Según Spengler, Internet no es una burbuja y tiende a crecer casi ilimitadamente, pero la compara con el consumo de opio en los siglos XIX y XX, una droga social. «Lo que cautiva a los verdaderos creyentes de Internet es la descarga ilimitada de entretenimiento barato y lascivo: pornografía, música popular, chismes, coqueteos, juegos de rol de fantasía y, por supuesto, compras».
El problema es que Internet es la gran impulsora de los mercados globales, mientras destruye la cohesión social y genera una falsa impresión de crecimiento económico: mientras las economías están paralizadas las bolsas siguen cotizando al alza.
Las imágenes de estas descripciones nos remiten, casi naturalmente, a la decadencia del imperio romano, que al verse carcomido por dentro fue presa fácil de las invasiones «bárbaras».
A mi modo de ver, una de las razones de fondo de la decadencia de EEUU como potencia imperial, es la crisis interna: sanitaria, de confianza en las instituciones, en particular de los jóvenes de color hacia la policía, y la difusión de una cultura tan individualista que sólo piensa en la inmediatez.
Un trabajo sobre el flujo de jóvenes hacia el Ejército concluye: «El 71% de los jóvenes estadounidenses entre 17 y 24 años no son elegibles para servir en el ejército, es decir, 24 millones de los 34 millones de personas de ese grupo de edad». Esto hace que la seguridad nacional esté en cuestión.
Las causas principales de esta situación son, según el informe de almirantes y generales retirados, «la educación inadecuada, la criminalidad y la obesidad». En detalle, del total de jóvenes que no pueden servir en las fuerzas armadas, el 32% es por razones de salud, el 27% por escasas aptitudes físicas, el 25% por no haber finalizado la secundaria y el 10% por presentar una historia criminal.

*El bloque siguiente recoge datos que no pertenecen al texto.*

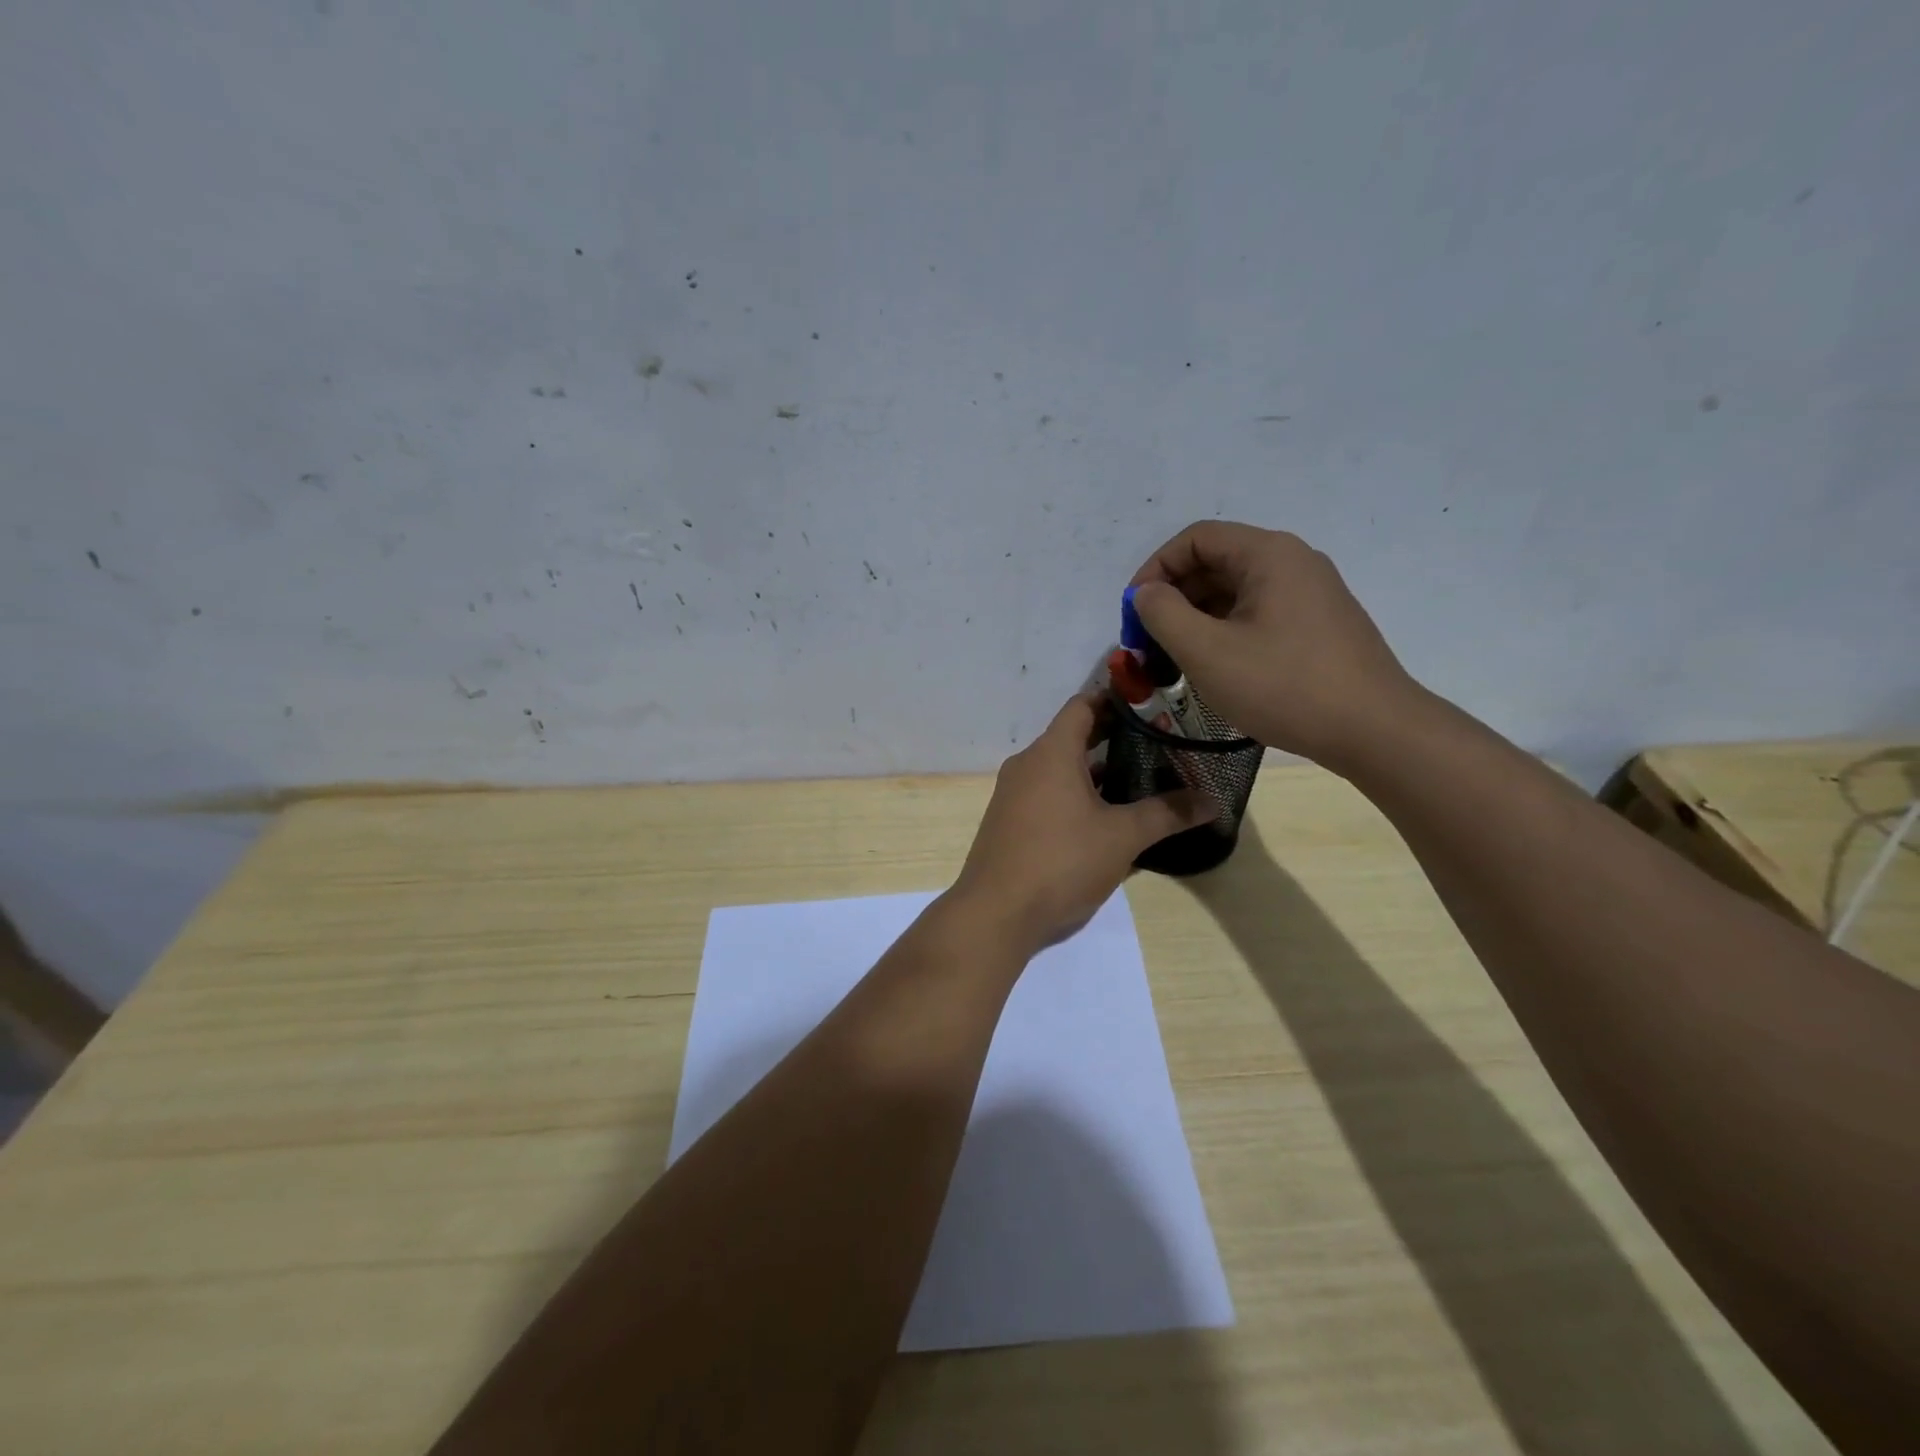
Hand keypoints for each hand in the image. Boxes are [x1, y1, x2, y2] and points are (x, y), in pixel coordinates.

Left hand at [952, 695, 1211, 952]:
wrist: (996, 913)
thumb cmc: (1061, 862)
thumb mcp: (1122, 837)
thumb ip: (1167, 814)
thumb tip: (1213, 802)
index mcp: (1051, 752)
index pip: (1083, 705)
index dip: (1116, 698)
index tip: (1151, 703)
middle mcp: (1027, 764)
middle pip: (1072, 735)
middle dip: (1112, 736)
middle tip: (1157, 742)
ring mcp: (1013, 794)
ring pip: (1059, 768)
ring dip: (1094, 769)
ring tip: (1138, 777)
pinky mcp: (1009, 822)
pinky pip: (1046, 793)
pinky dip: (1074, 794)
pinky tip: (1103, 816)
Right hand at [1130, 521, 1419, 770]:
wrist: (1373, 730)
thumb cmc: (1283, 686)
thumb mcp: (1207, 651)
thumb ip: (1163, 614)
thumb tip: (1145, 593)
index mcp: (1268, 554)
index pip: (1196, 539)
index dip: (1155, 569)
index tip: (1133, 611)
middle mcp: (1293, 561)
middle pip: (1216, 562)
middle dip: (1174, 597)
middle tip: (1149, 640)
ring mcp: (1311, 593)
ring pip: (1236, 591)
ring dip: (1197, 617)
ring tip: (1176, 658)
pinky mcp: (1318, 624)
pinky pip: (1258, 612)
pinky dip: (1226, 630)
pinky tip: (1215, 667)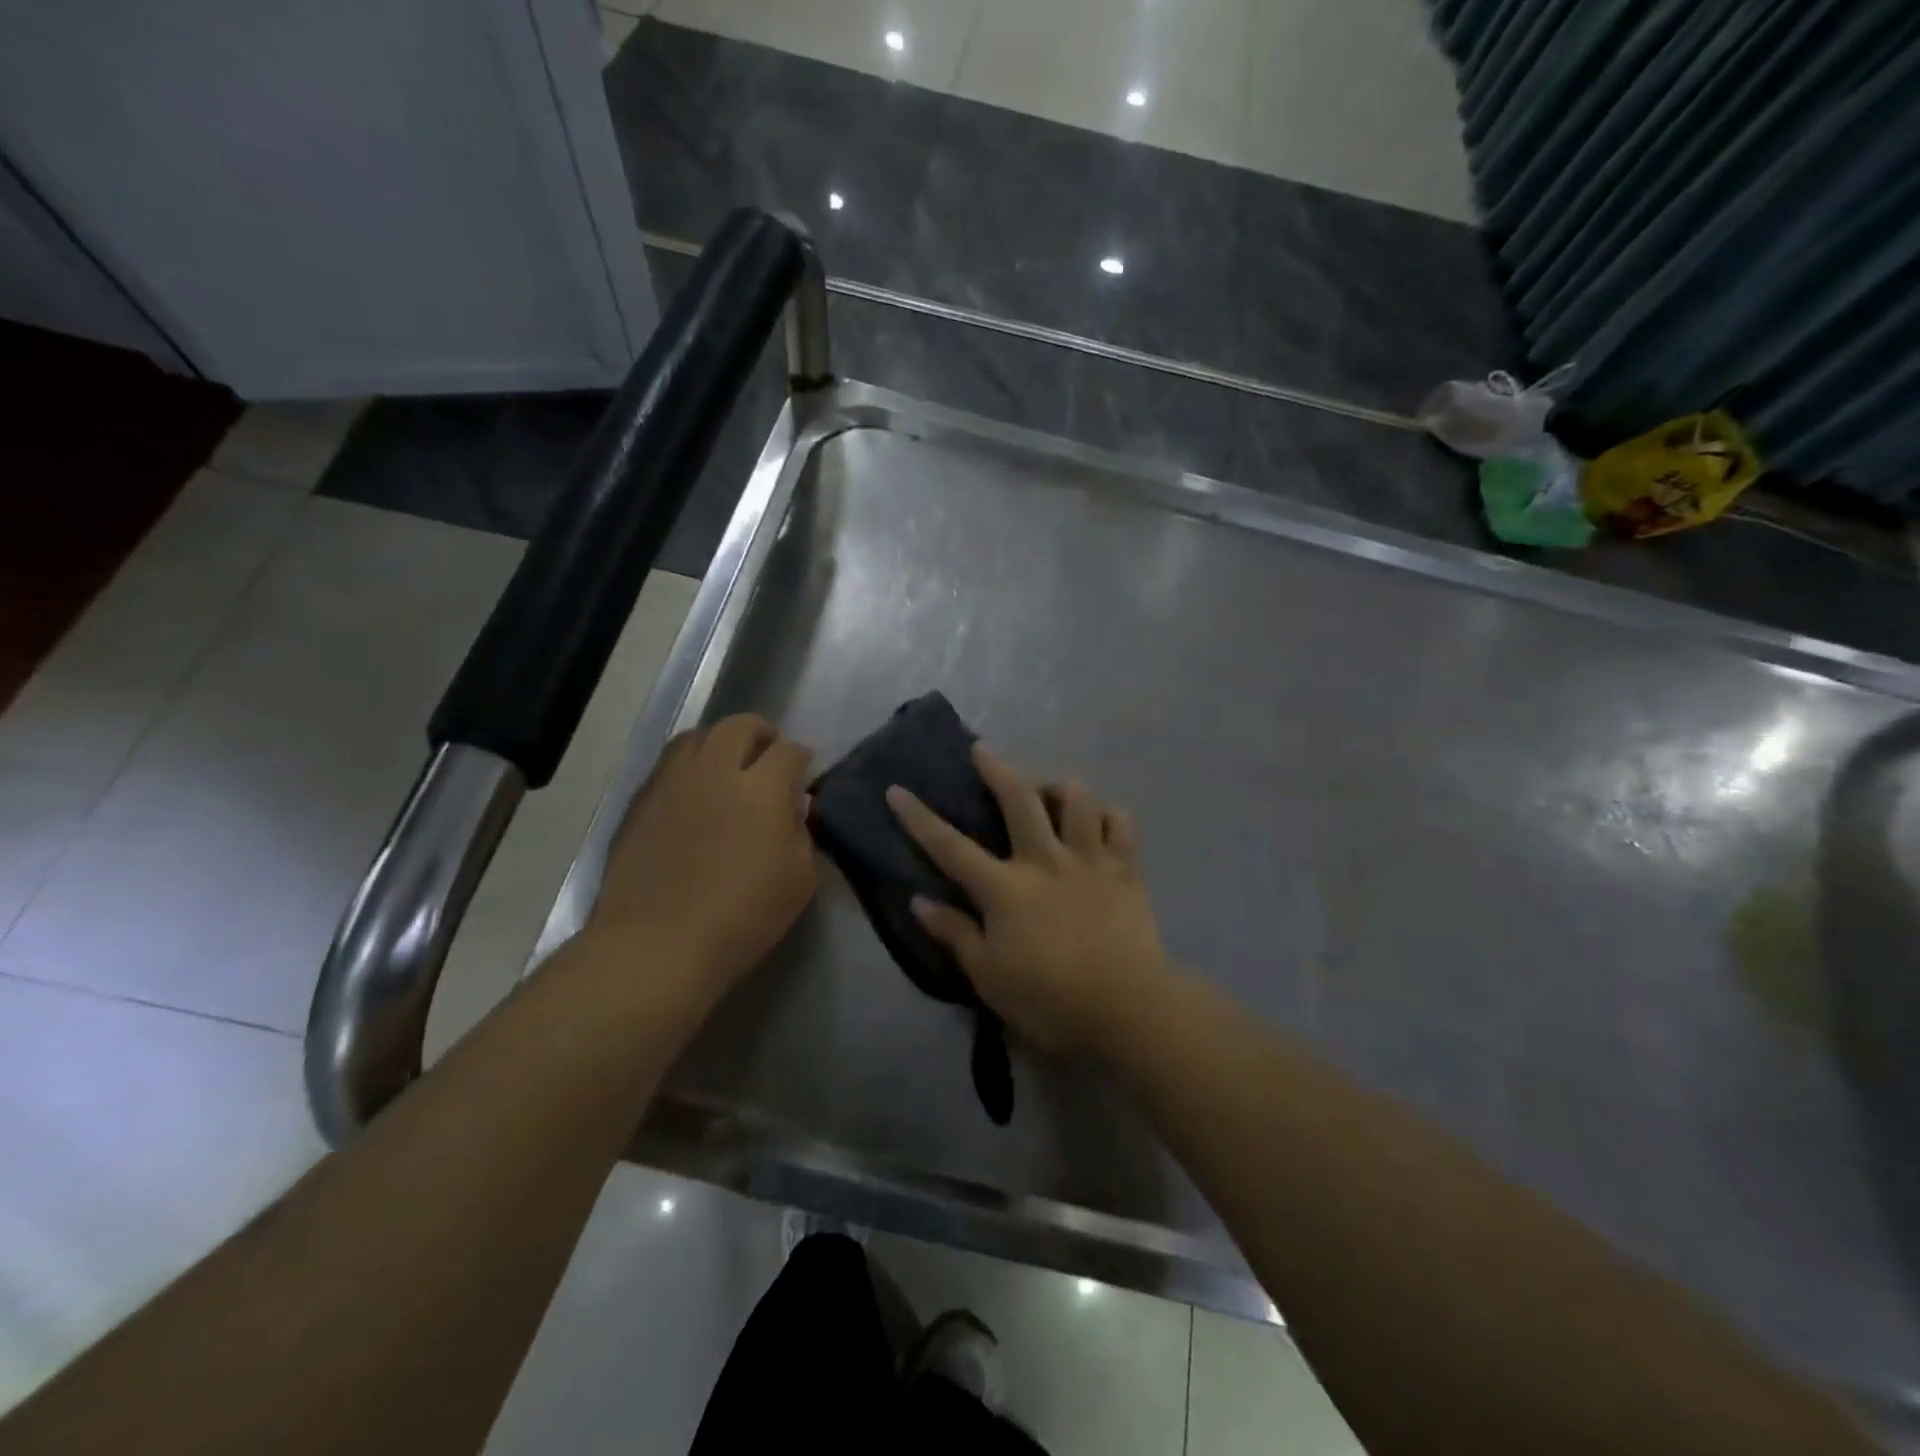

Parece evidente que una sociedad que ya presentaba estos rasgos hace ya varios años, ahora se ve doblemente acuciada por la brutal insensibilidad de las elites y por la enorme difusión de redes sociales y videojuegos que hacen que una parte creciente de los jóvenes prefieran no salir de casa para sobrevivir como sonámbulos frente a la pantalla.
Todo esto sucede justo cuando China está en camino de sobrepasar a EEUU en los rubros decisivos, desde la computación cuántica y la inteligencia artificial hasta la capacidad militar que, no olvidarlo, depende más de la entereza de los seres humanos que de las máquinas.
No puede sorprender, por lo tanto, que los sucesivos gobernantes que ocupan la Casa Blanca, pero sobre todo el Deep State, estén al borde la histeria cuando se trata de planificar un futuro que, saben, no será el de sus sueños.